__WHAT NEEDS TO BE DONE__
In the answer, give the entries below exactly, from the first line through the line with "M 166,222 L 189,222 L 189,261 L 166,261 Z", with every picture omitted.
** Opening RECORDS FOR THIS TASK block **
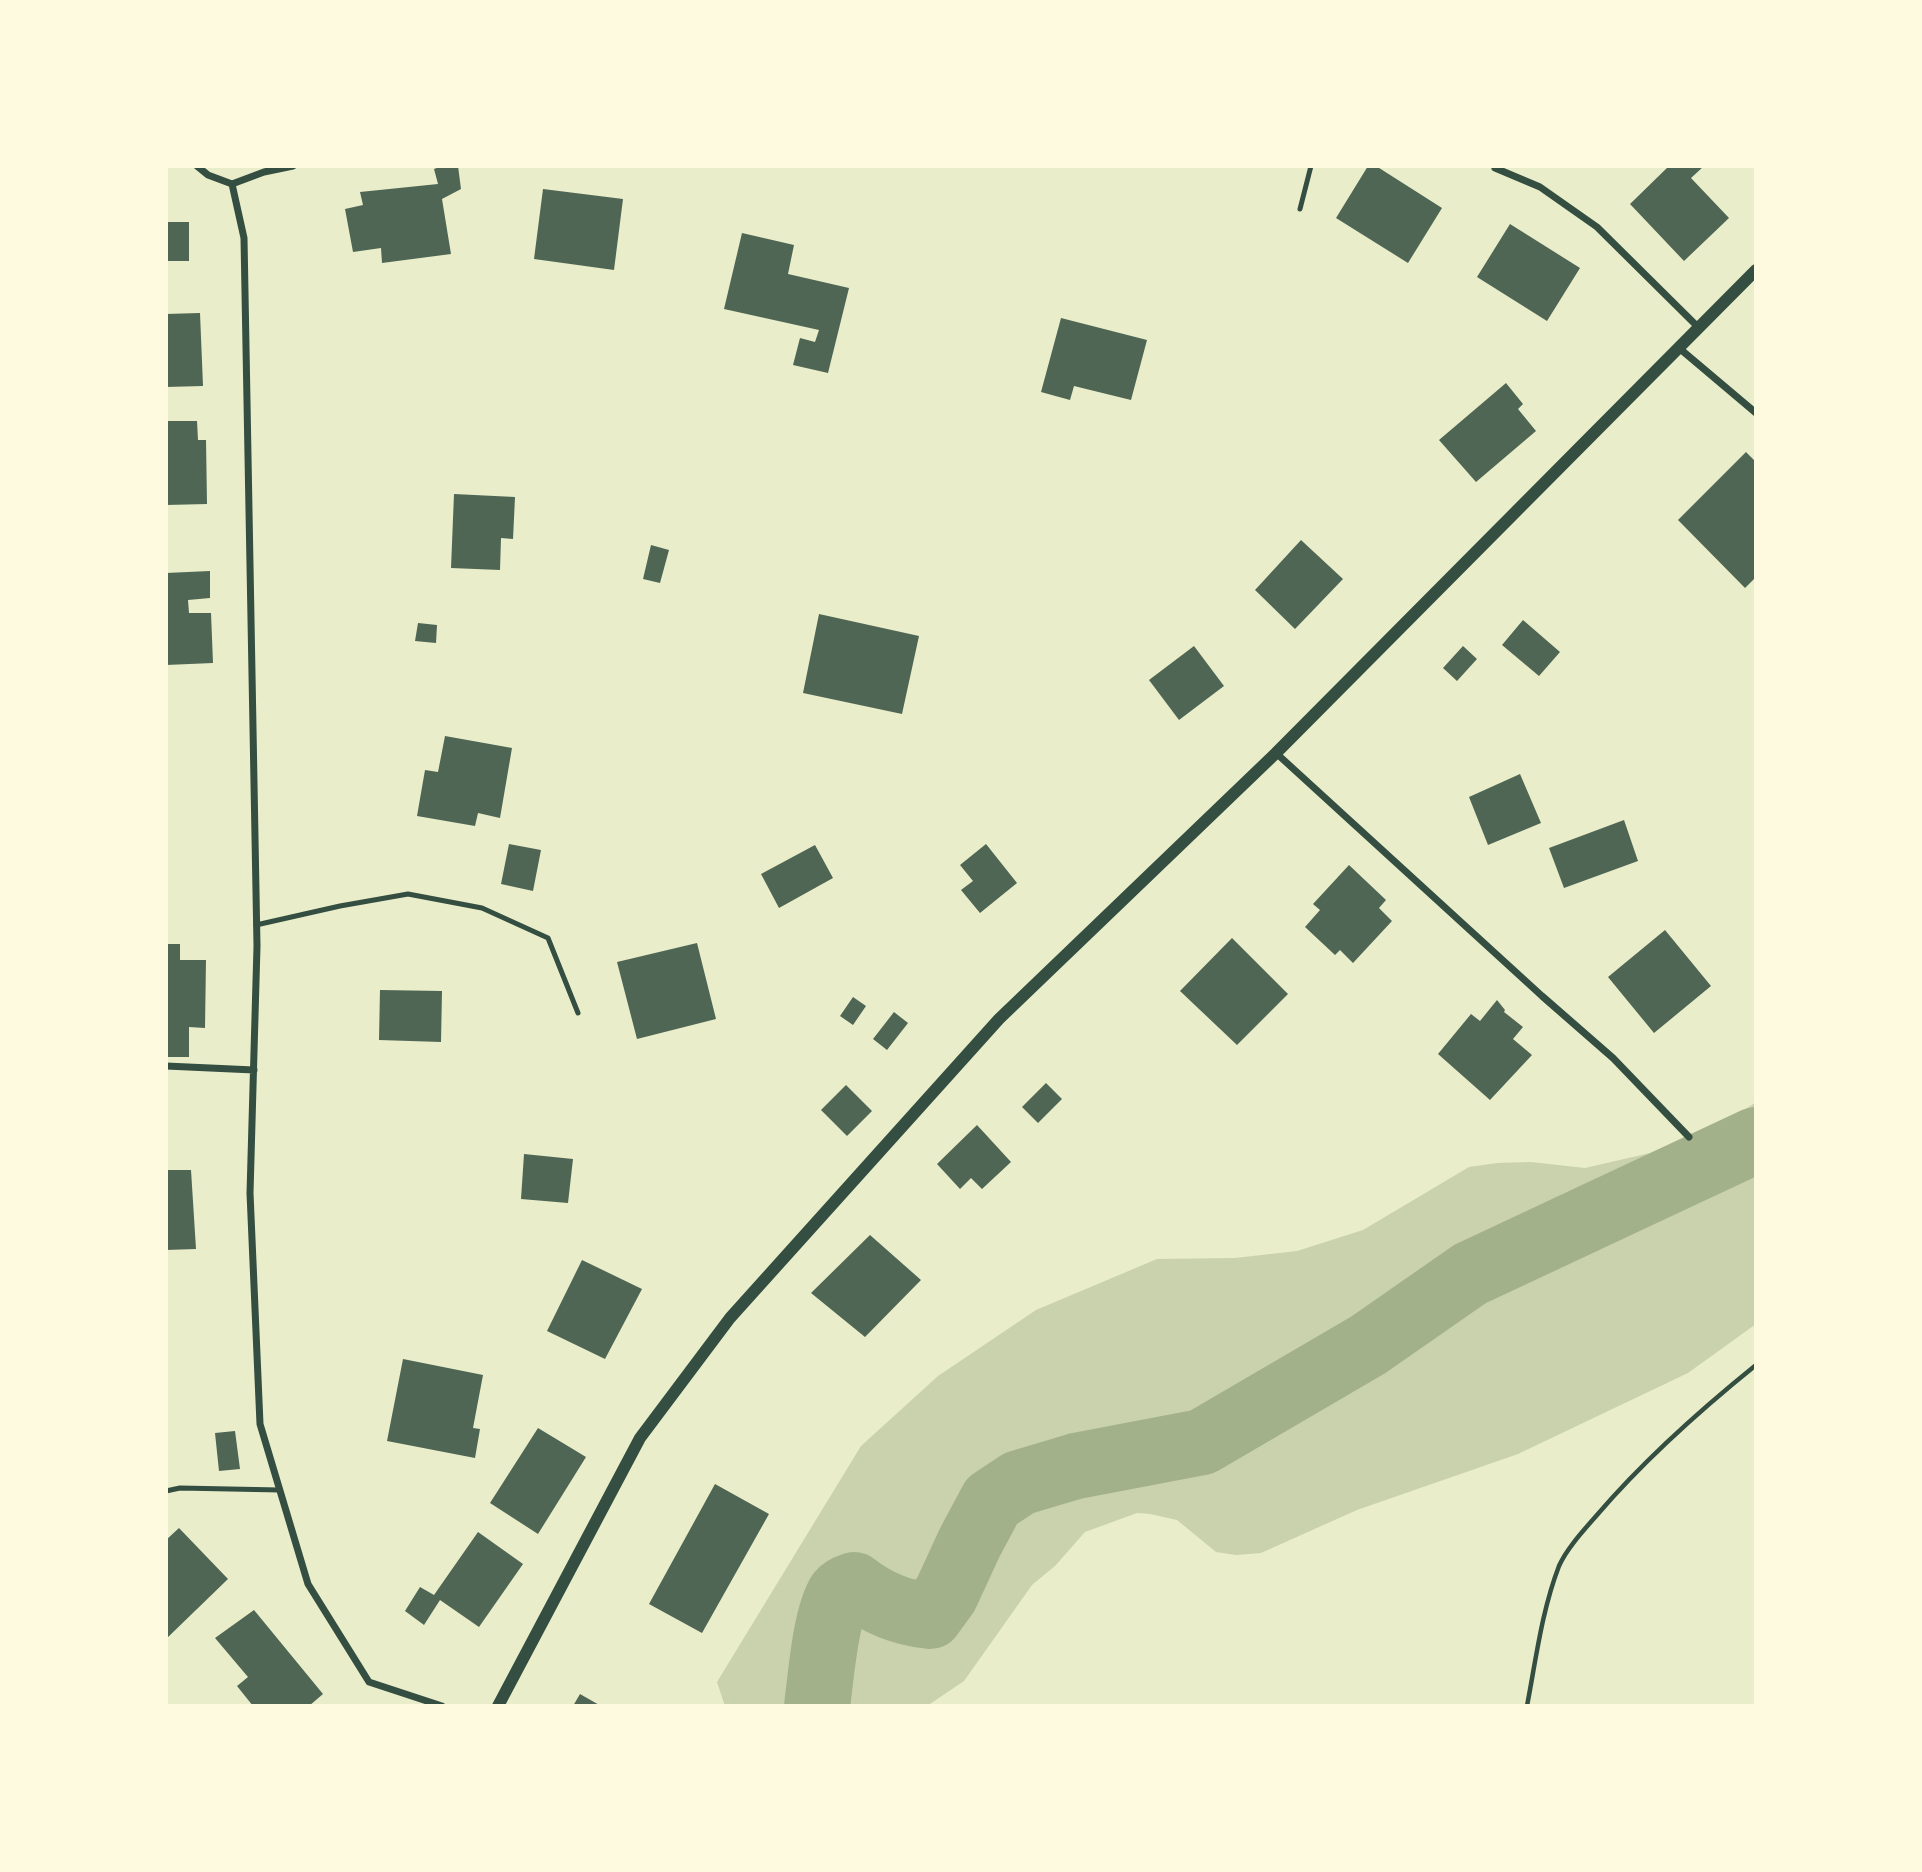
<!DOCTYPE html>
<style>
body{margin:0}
#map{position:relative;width:1922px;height:1872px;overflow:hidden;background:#e9edc9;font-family:"Source Serif 4",serif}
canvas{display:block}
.frame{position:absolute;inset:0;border:168px solid #fefae0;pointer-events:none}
</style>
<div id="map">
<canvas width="1922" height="1872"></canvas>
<div class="frame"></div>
</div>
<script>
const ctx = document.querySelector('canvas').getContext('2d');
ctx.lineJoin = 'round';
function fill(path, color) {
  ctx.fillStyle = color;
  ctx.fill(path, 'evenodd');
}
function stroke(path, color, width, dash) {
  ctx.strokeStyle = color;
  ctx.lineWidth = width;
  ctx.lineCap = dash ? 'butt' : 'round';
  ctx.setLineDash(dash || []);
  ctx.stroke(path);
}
const green = new Path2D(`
 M 1756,1102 L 1756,1324 L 1688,1373 L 1518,1454 L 1357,1510 L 1261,1553 L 1236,1555 L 1216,1552 L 1177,1520 L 1150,1514 L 1137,1513 L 1085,1532 L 1055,1566 L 1032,1585 L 964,1681 L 927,1706 L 725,1706 L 717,1682 L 861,1446 L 938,1376 L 1036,1310 L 1157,1259 L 1235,1258 L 1297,1251 L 1363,1230 L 1469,1167 L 1497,1163 L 1531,1162 L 1585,1168 L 1650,1153 L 1716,1129 Z`);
const river = new Path2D(`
 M 817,1706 C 821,1678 825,1616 840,1593 C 843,1589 848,1587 854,1585 C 877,1603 901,1613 930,1616 L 946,1594 L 970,1542 L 992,1501 L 1019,1483 L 1076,1466 L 1202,1442 L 1368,1345 L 1470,1274 L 1756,1140`);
const building = new Path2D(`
 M 442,166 L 458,166 L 461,189 L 442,199 L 451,254 L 382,263 L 381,248 L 353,252 L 345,209 L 363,205 L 360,192 L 438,184 L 434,169 Z
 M 1368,166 L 1376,166 L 1442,208 L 1408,263 L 1336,218 Z
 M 1669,166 L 1704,166 L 1691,178 L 1729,218 L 1684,261 L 1630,204 Z
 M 543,189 L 623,199 L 614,270 L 534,259 Z
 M 166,222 L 189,222 L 189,261 L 166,261 Z
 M 1510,224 L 1580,268 L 1547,321 L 1477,277 Z
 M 742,233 L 794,245 L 788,274 L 849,288 L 828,373 L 793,365 L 800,338 L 815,342 L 819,330 L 724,309 Z
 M 200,313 L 203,386 L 166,387 L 166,314 Z
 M 1061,318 L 1147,340 L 1131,400 L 1074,386 L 1070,400 L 1041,392 Z
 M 1506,383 L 1523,404 L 1518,409 L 1536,431 L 1476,482 L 1439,440 Z
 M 166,421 L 197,421 L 198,440 L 206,440 L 207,504 L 166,505 Z
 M 1746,452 L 1756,462 L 1756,577 L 1745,588 L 1678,520 Z
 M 454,494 L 515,497 L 513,539 L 501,538 L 500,570 L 451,568 Z
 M 1301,540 L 1343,579 L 1295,629 L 1255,590 Z
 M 651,545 L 669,550 L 660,583 L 643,579 Z
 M 210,571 L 210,598 L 188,600 L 189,613 L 211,613 L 213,663 L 166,665 L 166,573 Z
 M 819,614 L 919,636 L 902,714 L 803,693 Z
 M 1523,620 L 1560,652 L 1539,676 L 1502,645 Z
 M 418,623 L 437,625 L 436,643 L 415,641 Z
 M 1194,646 L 1224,686 L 1179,720 L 1149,680 Z
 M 1463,646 L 1477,659 L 1457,681 L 1443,668 Z
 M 445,736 L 512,748 L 500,818 L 478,813 L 475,826 L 417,816 L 425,770 L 438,772 Z
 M 1520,774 L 1541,823 L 1488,845 L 1469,797 Z
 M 1624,820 L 1638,861 L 1564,888 L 1549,848 Z
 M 509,844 L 541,850 L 533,891 L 501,884 Z
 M 986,844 L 1017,883 L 980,913 L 961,890 L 973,881 L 960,865 Z
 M 815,845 L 833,878 L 779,908 L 761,874 Z
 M 1349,865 L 1386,900 L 1379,908 L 1392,921 L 1353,963 L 1340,950 L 1335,955 L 1305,927 L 1320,910 L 1313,904 Z
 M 1665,930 L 1711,986 L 1654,1033 L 1608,977 Z
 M 1232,938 L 1288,994 L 1237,1045 L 1180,991 Z
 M 697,943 L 716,1019 L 637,1039 L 617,962 Z
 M 166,944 L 180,944 L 180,960 L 206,960 L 205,1028 L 189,1027 L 189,1057 L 166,1057 Z
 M 380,990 L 442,991 L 441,1042 L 379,1040 Z
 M 853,997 L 866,1006 L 853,1025 L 840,1016 Z
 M 1497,1000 L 1505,1010 L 1504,1012 L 1523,1027 L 1513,1039 L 1532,1055 L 1490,1100 L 1438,1054 L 1471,1014 L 1480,1021 Z
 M 894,1012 L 908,1023 L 887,1050 L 873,1039 Z
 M 1046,1083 L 1062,1099 L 1038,1123 L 1022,1107 Z
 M 846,1085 L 872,1111 L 847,1136 L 821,1110 Z
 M 977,1125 L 1011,1162 L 982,1189 L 971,1178 L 960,1189 L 937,1164 Z
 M 524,1154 L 573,1159 L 568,1203 L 521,1199 Z
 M 166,1170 L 191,1170 L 196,1249 L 166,1250 Z
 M 870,1235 L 921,1280 L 865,1337 L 811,1293 Z
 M 582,1260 L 642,1289 L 605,1359 L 547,1331 Z
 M 403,1359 L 483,1375 L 473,1428 L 480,1429 L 475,1458 L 387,1441 Z
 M 538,1428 L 586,1457 L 538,1534 L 490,1503 Z
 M 235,1431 L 240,1469 L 219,1471 L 215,1433 Z
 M 715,1484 L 769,1514 L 702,1633 L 649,1604 Z
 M 179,1528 L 228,1579 L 166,1639 L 166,1540 Z
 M 478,1532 L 523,1564 L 479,1627 L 440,1600 L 424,1625 L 405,1611 L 420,1587 L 434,1595 Z
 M 254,1610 L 323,1694 L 309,1706 L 253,1706 L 237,1686 L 248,1677 L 215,1638 Z
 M 580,1694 L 601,1706 L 573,1706 Z`);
const path = new Path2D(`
 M 1527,1706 C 1536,1659 1542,1610 1559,1566 C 1567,1548 1584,1530 1597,1515 C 1645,1459 1699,1411 1756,1365`);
const service = new Path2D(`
 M 1300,209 L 1311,166
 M 256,925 L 340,906 L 408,894 L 482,908 L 548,938 L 578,1013
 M 166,1491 L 180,1488 L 280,1490`);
const minor = new Path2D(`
 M 197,166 L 208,175 L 232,184 L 264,172 L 293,166
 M 1495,168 L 1540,187 L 1597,227 L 1698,327
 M 232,184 L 244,238 L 257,946 L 250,1193 L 260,1424 L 308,1584 L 369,1682 L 442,1706
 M 1679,348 L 1756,413
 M 1276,753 L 1542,996 L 1613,1058 L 1689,1137
 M 166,1066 L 254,1070`);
const tertiary = new Path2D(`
 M 498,1706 L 640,1438 L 730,1318 L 999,1019 L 1276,753 L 1756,270`);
fill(green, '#cad2ad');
stroke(river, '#a3b18a', 66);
fill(building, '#4f6655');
stroke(path, '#344e41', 4.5);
stroke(service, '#344e41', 5);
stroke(minor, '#344e41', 7);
stroke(tertiary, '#344e41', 12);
</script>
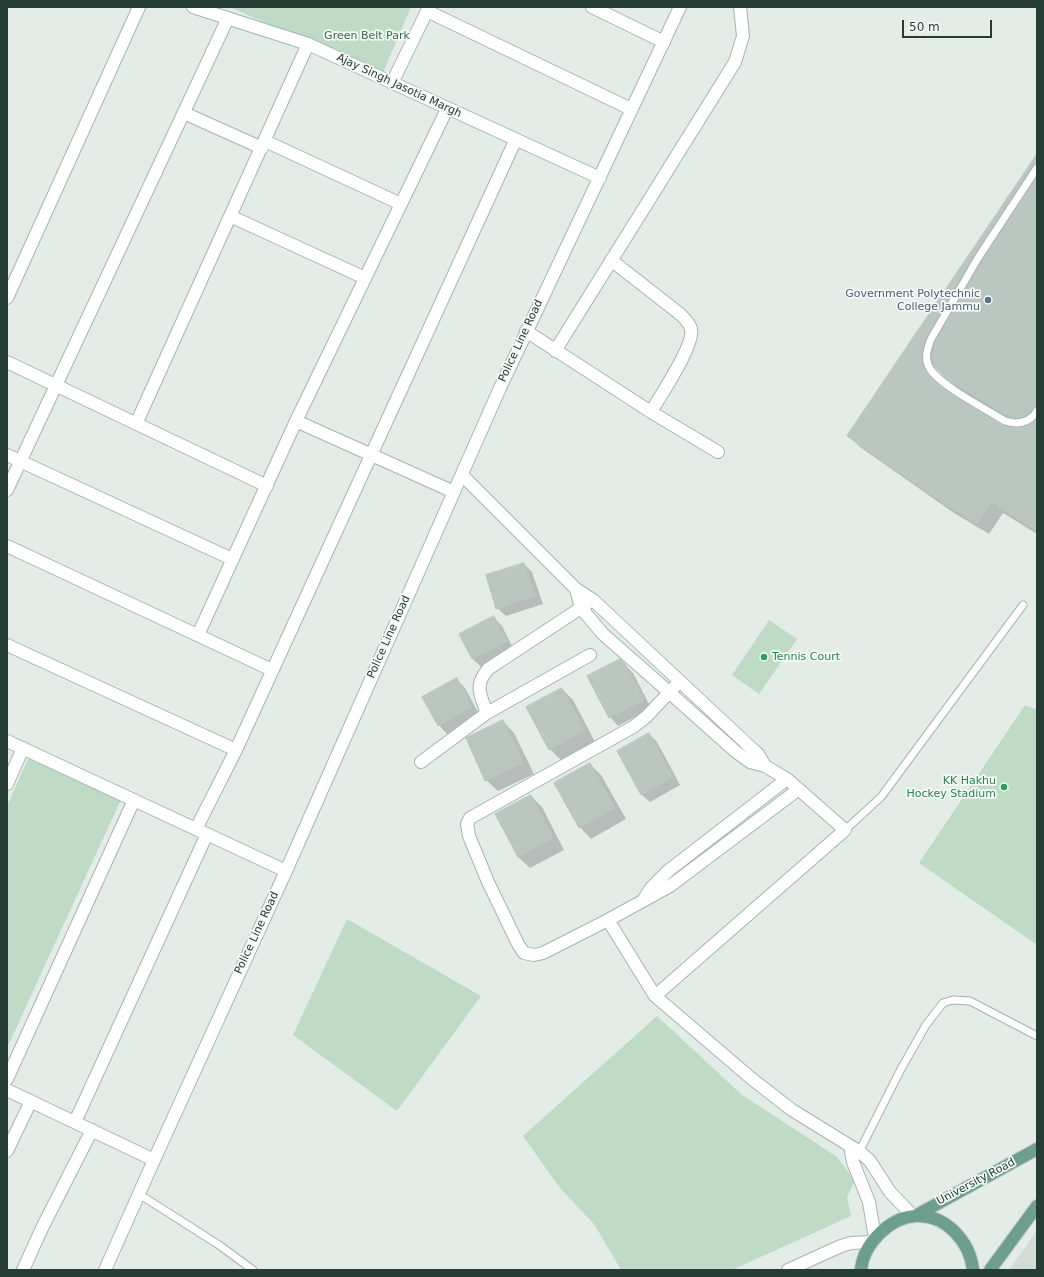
<!DOCTYPE html>
<style>
body{margin:0}
#map{position:relative;width:1044px;height:1277px;overflow:hidden;background:#e4ece8;font-family:"DejaVu Sans",sans-serif}
canvas{display:block}
.frame{position:absolute;inset:0;border:8px solid #253d35;pointer-events:none}
.scale{position:absolute;left:902px;top:20px;width:90px;height:18px;box-sizing:border-box;border:2px solid #253d35;border-top:0;padding-left:5px;font-size:12px;line-height:14px;white-space:nowrap;color:#253d35;-webkit-text-stroke:3px #f5f9f7;paint-order:stroke}
</style>
<div id="map">
<canvas width="1044" height="1277"></canvas>
<div class="frame"></div>
<div class="scale">50 m</div>
</div>
<script>
const context = document.querySelector('canvas').getContext('2d');
context.lineJoin = 'round';
function fillPath(path, color) { context.fillStyle = color; context.fill(path, 'evenodd'); }
function strokePath(path, color, width, dash) { context.strokeStyle = color; context.lineWidth = width; context.lineCap = dash ? 'butt' : 'round'; context.setLineDash(dash || []); context.stroke(path); }
function write(font, color, halo, rows, align = 'center') {
  context.font = font + ' "DejaVu Sans",sans-serif'; context.lineWidth = 3.5; context.setLineDash([]); context.textBaseline = 'middle'; context.strokeStyle = halo; context.fillStyle = color; for (const [text, x, y, turn = 0] of rows) {
    context.save(); context.translate(x, y); context.rotate((+turn || 0) * Math.PI / 180); context.textAlign = isNaN(turn) ? turn : align; if (halo) context.strokeText(text, 0, 0); context.fillText(text, 0, 0); context.restore();
  }
}
fillPath(new Path2D(`
 M1037 1230V1270H1009Z`), '#d2dcd7');
fillPath(new Path2D(`
 M230 7H411L382 75Z
 M769 620 797 639 759 694 732 675Z
 M1025 705 1037 710V945L919 863Z
 M32 750 123 795 7 1048V806Z
 M347 919 481 996 397 1111 293 1035Z
 M657 1016 741 1094 837 1157 855 1181 847 1197 851 1216 732 1270H621L594 1224 560 1188 523 1136Z`), '#bfdbc5');
fillPath(new Path2D(`
 M1037 157V534L1003 513 989 534 954 513 860 447 848 435ZM934 362 935 366 959 390 1022 429 1002 426 961 402 937 384 932 370Z
 M524 564 532 572 543 604 506 616 497 608Z
 M494 618 502 626 514 650 481 667 473 659 460 635Z
 M624 664 633 673 651 708 618 726 610 717Z
 M457 680 465 688 480 716 447 734 439 725Z
 M562 689 573 700 595 742 561 760 550 749Z
 M503 721 514 733 534 774 498 791 486 780Z
 M649 734 657 742 680 785 650 802 641 794Z
 M590 764 601 775 626 819 591 839 580 827Z
 M531 796 542 807 564 850 530 868 518 857Z`), '#0003');
const building = new Path2D(`
 M1037 154V163L1033 165 974 255 927 336 922 358 926 371 940 386 1002 425 1014 428 1024 427 1037 419V531L992 502 977 524 942 502 847 436Z
 M1037 177V406L1025 416 1014 418 1007 416 947 379 934 366 932 354 936 341 982 261Z
 M524 563 535 596 496 609 486 575Z
 M494 616 507 641 472 659 459 634Z
 M620 659 625 664 644 700 609 718 587 676Z
 M457 678 472 707 438 726 422 697Z
 M562 688 585 730 549 750 526 707Z
 M503 720 523 763 485 781 466 738Z
 M649 733 673 777 641 795 617 751Z
 M590 763 615 808 579 828 554 783Z
 M531 795 553 838 518 857 495 814Z`);
fillPath(building, '#bac7c1');
strokePath(building, '#b7c6bf', 1);
const lane = new Path2D(`
 M1037 168 978 258 931 339C927 349 924 359 930 369 941 386 986 409 1005 421 1017 425 1030 423 1037 411
 M845 830 881 797 1023 605
 M858 1154 901 1069 926 1025 943 1003 953 1000 970 1001 1037 1036
 M139 1194 219 1245 253 1270`);
const street = new Path2D(`
 M592 7 664 42
 M427 11 631 109
 M392 83 429 7
 M184 113 262 148
 M265 141 401 204
 M230 216 365 278
 M611 260 680 314C684 318 690 323 691 329 695 345 660 396 651 412
 M7 298 139 7
 M526 331 651 412 718 452
 M555 351 735 62 743 36 740 7
 M7 362 267 486
 M296 421 454 492
 M136 424 308 44
 M7 455 232 559
 M462 475 576 589 593 600 748 745 758 754 765 766
 M7 490 228 18
 M7 546 272 670
 M576 589 581 608 603 634 670 693 735 751 750 762 765 766 787 779 845 830 655 996
 M198 635 296 421 447 109
 M7 645 236 750
 M487 713C480 694 474 686 488 669L587 604
 M421 762 487 713 590 655
 M7 784 23 748
 M799 789 670 886 608 920 655 996 752 1079 792 1110 860 1152 870 1161 890 1192 913 1216
 M196 829 236 750 515 141
 M644 899 651 888 668 871 787 779
 M608 920 543 953 534 955 524 953 518 944 488 882 469 836 467 824 470 818 633 727 646 717 679 682
 M7 1079 134 800
 M7 1090 154 1160
 M75 1122 207 834
 M850 1146 853 1162 869 1202 875 1238
 M7 1151 31 1101
 M23 1270 42 1228 92 1130`);
const secondary = new Path2D(`
 M193 7 308 44 600 178
 M7 741 286 871
 M105 1270 154 1160 286 871 500 388 680 7
 M788 1270 841 1246 851 1243 871 1242`);
const primary = new Path2D(`
 M915 1216 1037 1149
 M861 1270C863 1244 890 1217 916 1216 946 1214 970 1242 973 1270
 M990 1270 1037 1206`);
strokePath(lane, '#a7b4af', 9);
strokePath(street, '#a7b4af', 14);
strokePath(secondary, '#a3b7af', 14);
strokePath(primary, '#c2c9c6', 14);
strokePath(lane, '#fff', 7);
strokePath(street, '#fff', 12);
strokePath(secondary, '#fff', 12);
strokePath(primary, '#6d9e8f', 12);
for (const [x, y, r, color] of [
 [988,300,4,"#5c6f8a"],
 [764,657,4,"#2e9e5b"],
 [1004,787,4,"#2e9e5b"]
]) { const dot = new Path2D(); dot.arc(x, y, r, 0, 2 * Math.PI); context.fillStyle = color; context.fill(dot); strokePath(dot, '#f5f9f7', 1.5); }
write('11px', '#327047', '#f5f9f7', [
 ["Green Belt Park",367,36]
]);
write('11px', '#253d35', '#f5f9f7', [
 ["Ajay Singh Jasotia Margh",399,86,25],
 ["Police Line Road",521,341,-65],
 ["Police Line Road",389,637,-66],
 ["Police Line Road",257,933,-65],
 ["University Road",976,1182,-28]
]);
write('11px', '#4e5e75', '#f5f9f7', [
 ["Government Polytechnic",980,294],
 ["College Jammu",980,307]
], 'right');
write('11px', '#27864d', '#f5f9f7', [
 ["Tennis Court",772,657],
 ["KK Hakhu",996,781,"right"],
 ["Hockey Stadium",996,794,"right"]
], 'left');
</script>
** Closing RECORDS FOR THIS TASK block **
__RESPONSE TO THE TASK__
<!DOCTYPE html>
<style>
body{margin:0}
#map{position:relative;width:1922px;height:1872px;overflow:hidden;background:#e9edc9;font-family:"Source Serif 4",serif}
canvas{display:block}
.frame{position:absolute;inset:0;border:168px solid #fefae0;pointer-events:none}
</style>
<div id="map">
<canvas width="1922" height="1872"></canvas>
<div class="frame"></div>
</div>
<script>
const ctx = document.querySelector('canvas').getContext('2d');
ctx.lineJoin = 'round';
function fill(path, color) {
  ctx.fillStyle = color;
  ctx.fill(path, 'evenodd');
}
function stroke(path, color, width, dash) {
  ctx.strokeStyle = color;
  ctx.lineWidth = width;
  ctx.lineCap = dash ? 'butt' : 'round';
  ctx.setLineDash(dash || []);
  ctx.stroke(path);
}
const green = new Path2D(`
 M 1756,1102 L 1756,1324 L 1688,1373 L 1518,1454 L 1357,1510 L 1261,1553 L 1236,1555 L 1216,1552 L 1177,1520 L 1150,1514 L 1137,1513 L 1085,1532 L 1055,1566 L 1032,1585 L 964,1681 L 927,1706 L 725,1706 L 717,1682 L 861,1446 L 938,1376 L 1036,1310 L 1157,1259 L 1235,1258 L 1297,1251 L 1363,1230 L 1469,1167 L 1497,1163 L 1531,1162 L 1585,1168 L 1650,1153 L 1716,1129 Z`);
const river = new Path2D(`
 M 817,1706 C 821,1678 825,1616 840,1593 C 843,1589 848,1587 854,1585 C 877,1603 901,1613 930,1616 L 946,1594 L 970,1542 L 992,1501 L 1019,1483 L 1076,1466 L 1202,1442 L 1368,1345 L 1470,1274 L 1756,1140`);
const building = new Path2D(`
 M 442,166 L 458,166 L 461,189 L 442,199 L 451,254 L 382,263 L 381,248 L 353,252 L 345,209 L 363,205 L 360,192 L 438,184 L 434,169 Z
 M 1368,166 L 1376,166 L 1442,208 L 1408,263 L 1336,218 Z
 M 1669,166 L 1704,166 L 1691,178 L 1729,218 L 1684,261 L 1630,204 Z
 M 543,189 L 623,199 L 614,270 L 534,259 Z
 M 166,222 L 189,222 L 189,261 L 166,261 Z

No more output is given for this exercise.